The first reason was to invite the applicants under s 360(1) of the Act to appear at a Tribunal hearing scheduled for 29 August 2022 to give evidence and present arguments relating to the issues arising in relation to the decision under review. The Tribunal was required to invite the applicants to appear at a Tribunal hearing because the Tribunal considered that it should not decide the review in the applicant’s favour on the basis of the material it had.
The second reason was to invite the applicants under s 359(2) of the Act to provide the Tribunal with information. The letter detailed that the delegate refused to grant the visas on the basis that the applicants did not satisfy cl 010.211 and invited the applicants to provide the Tribunal with information to demonstrate that they satisfied this clause.
On 18 August 2022 the applicants provided the Tribunal with a completed ‘Response to hearing invitation form,’ letters from the applicants and a written submission from the representative.

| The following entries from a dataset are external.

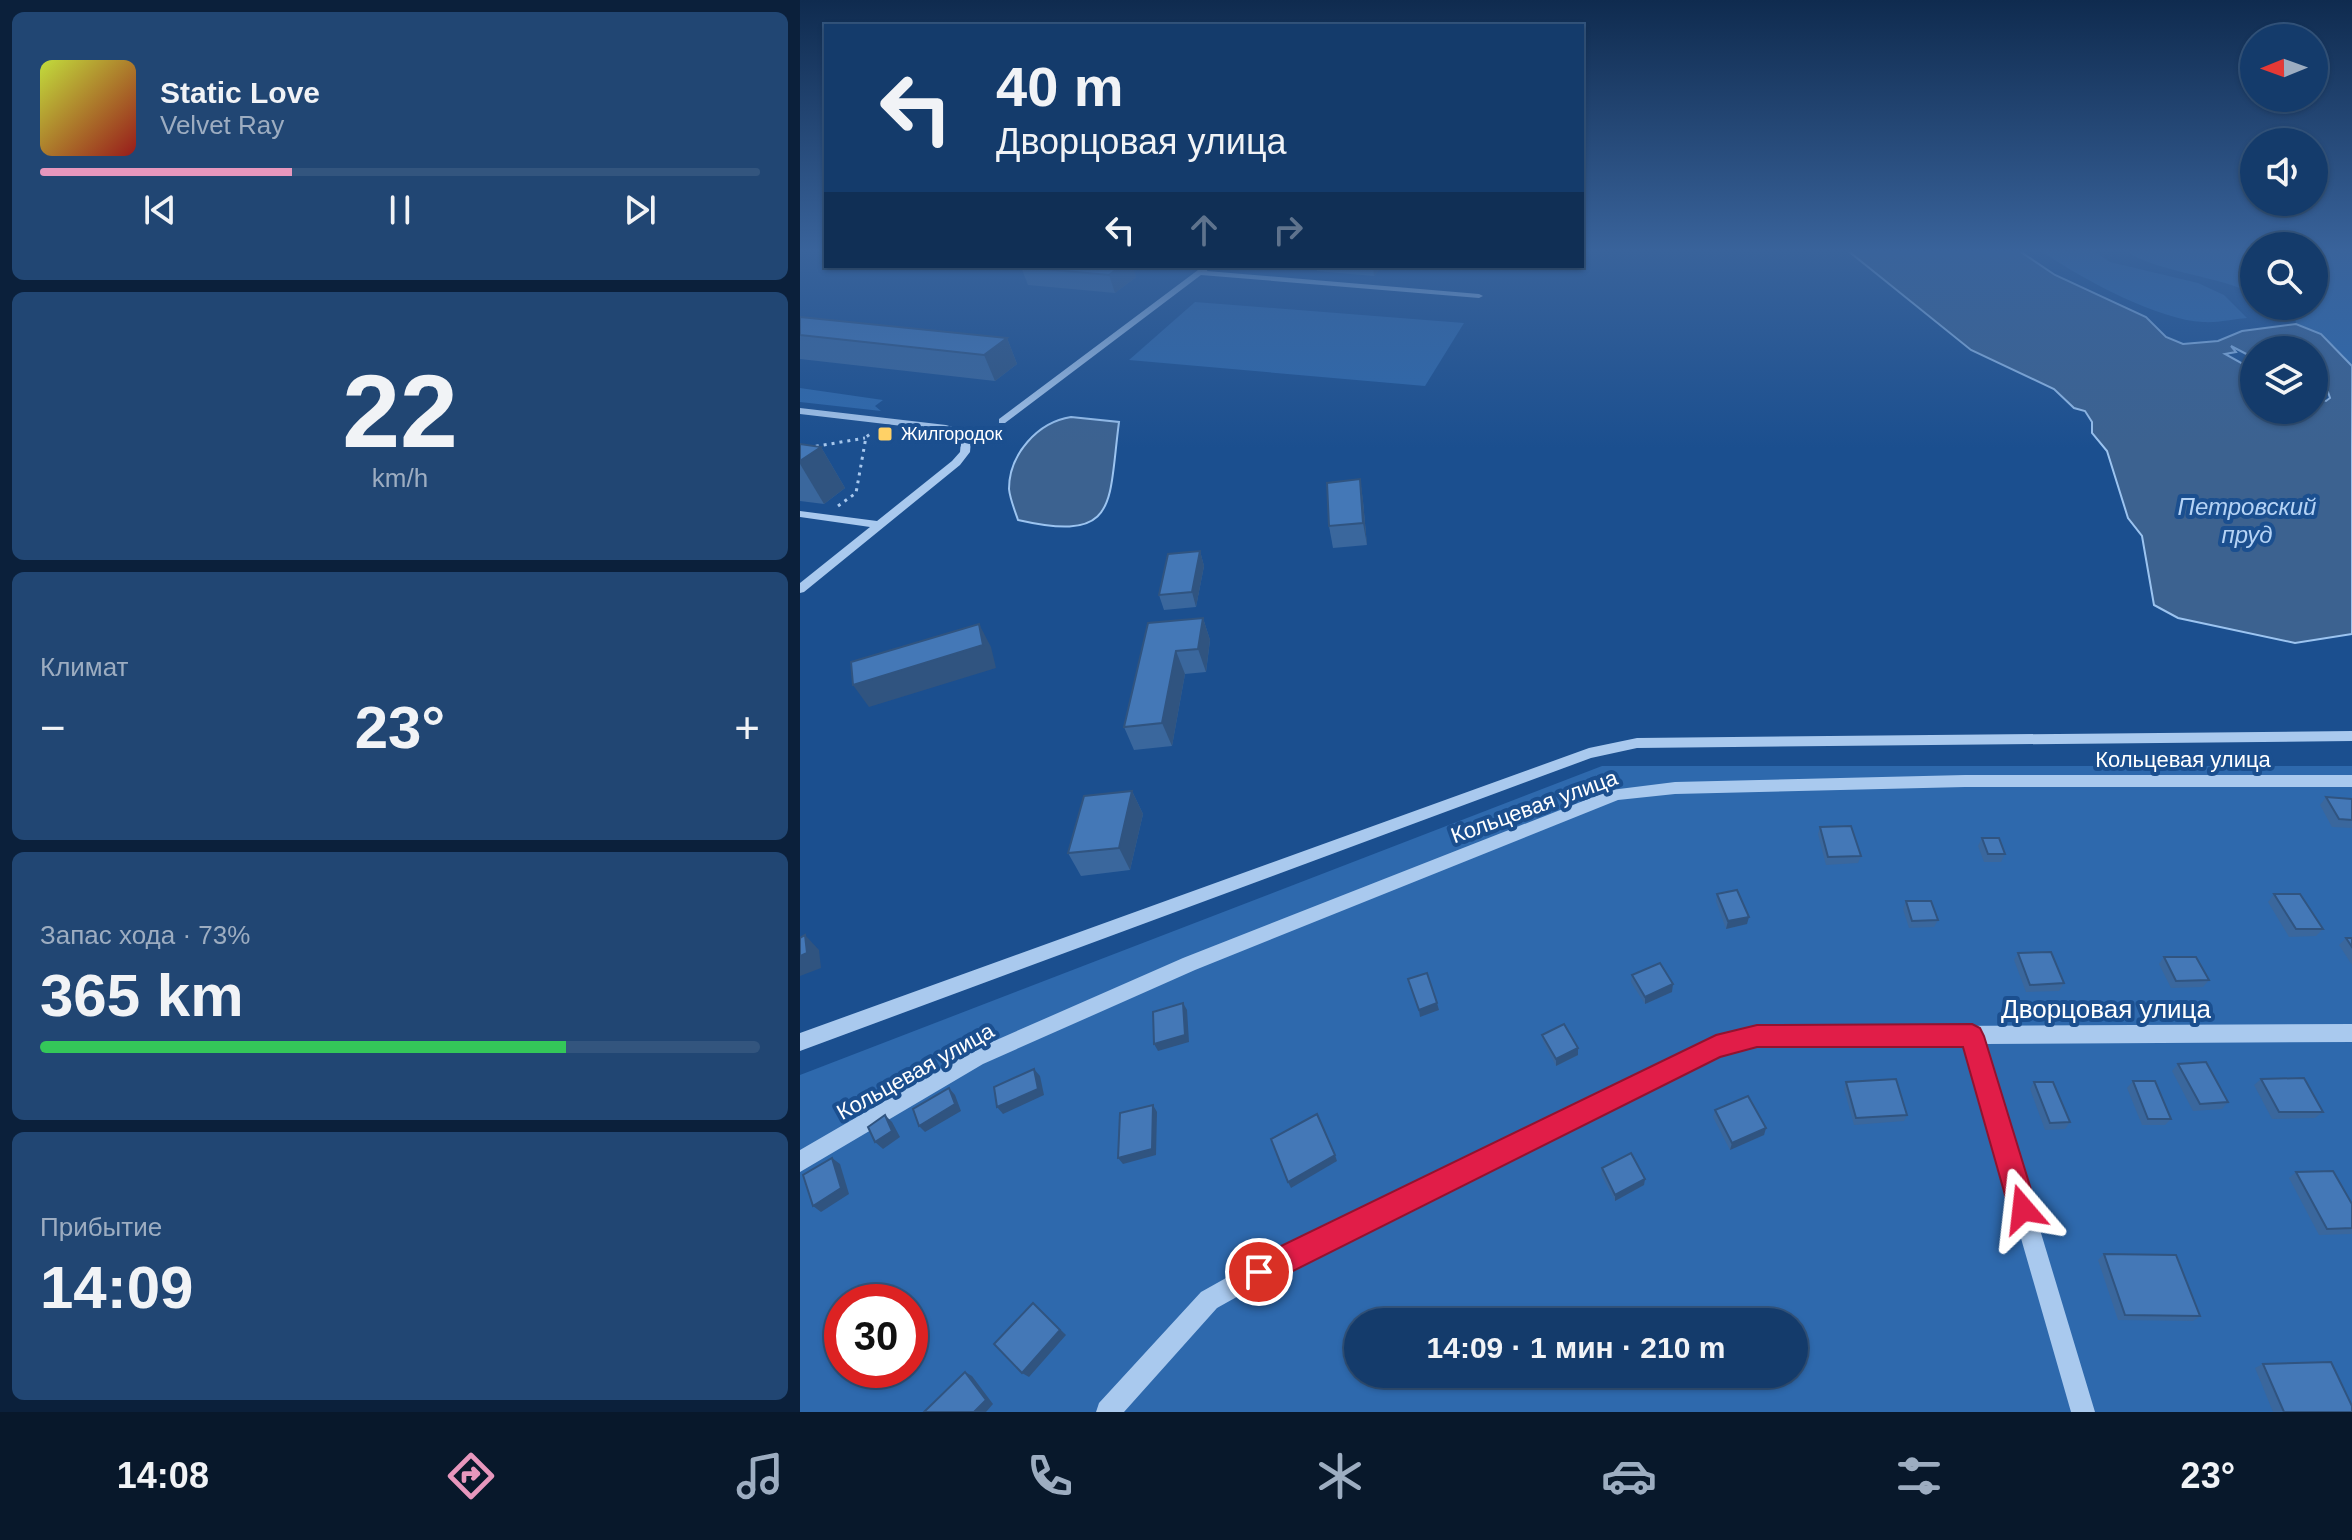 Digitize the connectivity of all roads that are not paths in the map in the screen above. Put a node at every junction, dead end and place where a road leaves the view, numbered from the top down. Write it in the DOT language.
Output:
graph roads {
  1 [pos="1141,316"];
  2 [pos="800,411"];
  3 [pos="1002,421"];
  4 [pos="800,514"];
  5 [pos="879,525"];
  6 [pos="800,589"];
  7 [pos="2352,736"];
  8 [pos="2352,781"];
  9 [pos="2352,1033"];
  10 [pos="1972,1036"];
  11 [pos="800,1042"];
  12 [pos="800,1162"];
  13 [pos="1108,1412"];
  14 [pos="2083,1412"];
  1 -- 3 [label="street"];
  2 -- 5 [label="street"];
  4 -- 5 [label="street"];
  5 -- 6 [label="street"];
  7 -- 11 [label="street"];
  8 -- 12 [label="street, Кольцевая улица"];
  9 -- 10 [label="street, Дворцовая улица"];
  10 -- 13 [label="street, Дворцовая улица"];
  10 -- 14 [label="street"];
}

The Tribunal subsequently wrote to the applicants to clarify whether they were conceding that they did not satisfy the criteria for the grant of the visa.
On 22 August 2022 the applicants responded to the Tribunal and conceded that they did not meet the criteria for the visa. The response indicated that the purpose of the review application was for a decision to be made so that the applicants were able to request the Minister exercise powers under s 351 of the Act to substitute the Tribunal decision with a decision made more favourable to the applicants. The applicants consented to the Tribunal deciding the review application without holding a Tribunal hearing and requested that the Tribunal recommend the case to the Minister.
As the applicants consented to a decision without the applicants appearing before the Tribunal, the obligation to invite the applicants to appear at a Tribunal hearing ceased: ss 360(2)(b), 360(3).
The Tribunal hearing was cancelled, and the Tribunal decided the review.
CRITERIA FOR THE VISA
Clause 010.211 provides the following:
(1) The applicant meets the requirements of subclause (2), (3), (4), (5) or (6).
(2) An applicant meets the requirements of this subclause if:
(a) the applicant has made, in Australia, a valid application for a substantive visa of a kind that can be granted if the applicant is in Australia; and
(b) that application has not been finally determined; and
(c) he or she held a substantive visa at the time that application was made; and
(d) either:
(i) he or she has applied for a bridging visa in respect of that application; or
(ii) a bridging visa can be granted in respect of that application under regulation 2.21B.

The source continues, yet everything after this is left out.